Data records:
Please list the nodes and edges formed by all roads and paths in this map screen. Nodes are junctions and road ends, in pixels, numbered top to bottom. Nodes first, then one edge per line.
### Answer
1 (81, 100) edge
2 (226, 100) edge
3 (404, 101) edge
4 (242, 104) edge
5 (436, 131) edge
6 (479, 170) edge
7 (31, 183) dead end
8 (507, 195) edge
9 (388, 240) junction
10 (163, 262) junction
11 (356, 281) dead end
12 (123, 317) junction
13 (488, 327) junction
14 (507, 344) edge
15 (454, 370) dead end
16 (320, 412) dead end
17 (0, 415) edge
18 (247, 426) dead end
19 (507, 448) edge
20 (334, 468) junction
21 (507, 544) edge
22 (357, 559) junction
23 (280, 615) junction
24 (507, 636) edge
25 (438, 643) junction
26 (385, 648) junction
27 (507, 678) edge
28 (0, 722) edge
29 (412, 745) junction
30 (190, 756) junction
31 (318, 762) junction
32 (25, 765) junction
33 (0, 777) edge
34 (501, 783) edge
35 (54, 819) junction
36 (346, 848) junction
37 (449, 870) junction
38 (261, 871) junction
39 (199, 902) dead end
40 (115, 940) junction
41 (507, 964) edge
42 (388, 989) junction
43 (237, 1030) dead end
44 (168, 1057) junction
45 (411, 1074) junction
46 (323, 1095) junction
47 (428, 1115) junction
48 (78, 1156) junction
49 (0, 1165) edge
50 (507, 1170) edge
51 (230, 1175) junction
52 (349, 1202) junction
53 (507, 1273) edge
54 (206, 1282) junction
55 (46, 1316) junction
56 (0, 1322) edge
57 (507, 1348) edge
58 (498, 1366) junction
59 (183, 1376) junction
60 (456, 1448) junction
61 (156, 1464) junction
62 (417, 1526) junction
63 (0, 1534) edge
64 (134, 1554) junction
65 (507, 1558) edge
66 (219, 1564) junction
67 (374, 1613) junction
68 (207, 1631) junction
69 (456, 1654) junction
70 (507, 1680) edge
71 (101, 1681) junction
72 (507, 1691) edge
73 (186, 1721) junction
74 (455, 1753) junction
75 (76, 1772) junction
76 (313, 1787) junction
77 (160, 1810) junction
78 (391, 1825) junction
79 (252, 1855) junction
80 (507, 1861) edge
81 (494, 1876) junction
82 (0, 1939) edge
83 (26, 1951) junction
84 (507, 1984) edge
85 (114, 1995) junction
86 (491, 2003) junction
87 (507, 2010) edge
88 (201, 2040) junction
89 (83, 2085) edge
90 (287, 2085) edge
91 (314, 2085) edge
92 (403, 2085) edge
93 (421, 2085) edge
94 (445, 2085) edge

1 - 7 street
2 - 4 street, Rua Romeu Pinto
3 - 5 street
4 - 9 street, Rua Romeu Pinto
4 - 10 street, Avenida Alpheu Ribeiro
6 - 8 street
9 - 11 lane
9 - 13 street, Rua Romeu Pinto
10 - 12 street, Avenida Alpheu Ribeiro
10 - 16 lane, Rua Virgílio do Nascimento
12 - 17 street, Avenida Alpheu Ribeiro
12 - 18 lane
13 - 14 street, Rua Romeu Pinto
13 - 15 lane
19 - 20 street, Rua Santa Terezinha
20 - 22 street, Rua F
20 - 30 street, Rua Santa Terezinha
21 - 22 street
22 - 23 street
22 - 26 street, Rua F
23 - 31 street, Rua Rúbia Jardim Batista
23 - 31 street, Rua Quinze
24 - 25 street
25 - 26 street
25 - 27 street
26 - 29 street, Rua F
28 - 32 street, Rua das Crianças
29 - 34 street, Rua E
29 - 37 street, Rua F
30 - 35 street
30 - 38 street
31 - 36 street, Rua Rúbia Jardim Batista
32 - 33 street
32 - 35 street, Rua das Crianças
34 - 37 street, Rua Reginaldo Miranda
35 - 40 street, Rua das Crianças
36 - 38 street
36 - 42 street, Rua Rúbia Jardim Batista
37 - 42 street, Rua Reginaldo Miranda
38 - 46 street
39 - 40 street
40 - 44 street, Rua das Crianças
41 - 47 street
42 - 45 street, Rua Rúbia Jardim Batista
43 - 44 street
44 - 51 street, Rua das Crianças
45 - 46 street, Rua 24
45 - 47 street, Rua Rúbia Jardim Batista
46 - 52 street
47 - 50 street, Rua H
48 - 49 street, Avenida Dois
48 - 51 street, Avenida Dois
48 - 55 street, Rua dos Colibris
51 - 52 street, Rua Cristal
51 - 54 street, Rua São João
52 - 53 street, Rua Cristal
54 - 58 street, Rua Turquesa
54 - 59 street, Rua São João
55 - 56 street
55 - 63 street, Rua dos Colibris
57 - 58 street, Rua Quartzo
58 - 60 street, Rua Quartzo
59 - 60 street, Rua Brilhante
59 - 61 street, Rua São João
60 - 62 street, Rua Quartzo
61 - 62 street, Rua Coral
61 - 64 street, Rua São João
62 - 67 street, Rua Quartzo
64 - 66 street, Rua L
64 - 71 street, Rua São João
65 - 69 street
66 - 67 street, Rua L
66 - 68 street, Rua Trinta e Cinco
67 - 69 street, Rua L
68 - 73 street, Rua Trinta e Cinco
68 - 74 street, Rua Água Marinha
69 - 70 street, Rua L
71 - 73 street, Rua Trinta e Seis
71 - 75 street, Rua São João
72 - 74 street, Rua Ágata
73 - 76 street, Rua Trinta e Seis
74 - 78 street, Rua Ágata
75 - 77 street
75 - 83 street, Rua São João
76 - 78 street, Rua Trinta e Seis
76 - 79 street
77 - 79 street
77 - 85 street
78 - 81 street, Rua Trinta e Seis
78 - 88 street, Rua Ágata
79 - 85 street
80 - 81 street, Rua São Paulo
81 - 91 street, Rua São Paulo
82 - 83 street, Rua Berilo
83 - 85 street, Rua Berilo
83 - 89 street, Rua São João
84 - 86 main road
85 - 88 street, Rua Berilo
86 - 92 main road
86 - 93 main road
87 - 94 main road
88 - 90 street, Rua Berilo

Exercise requirements: What is the number of lines in the listing that include the word "Avenida"? Give the number and no other text.

Answer section: 5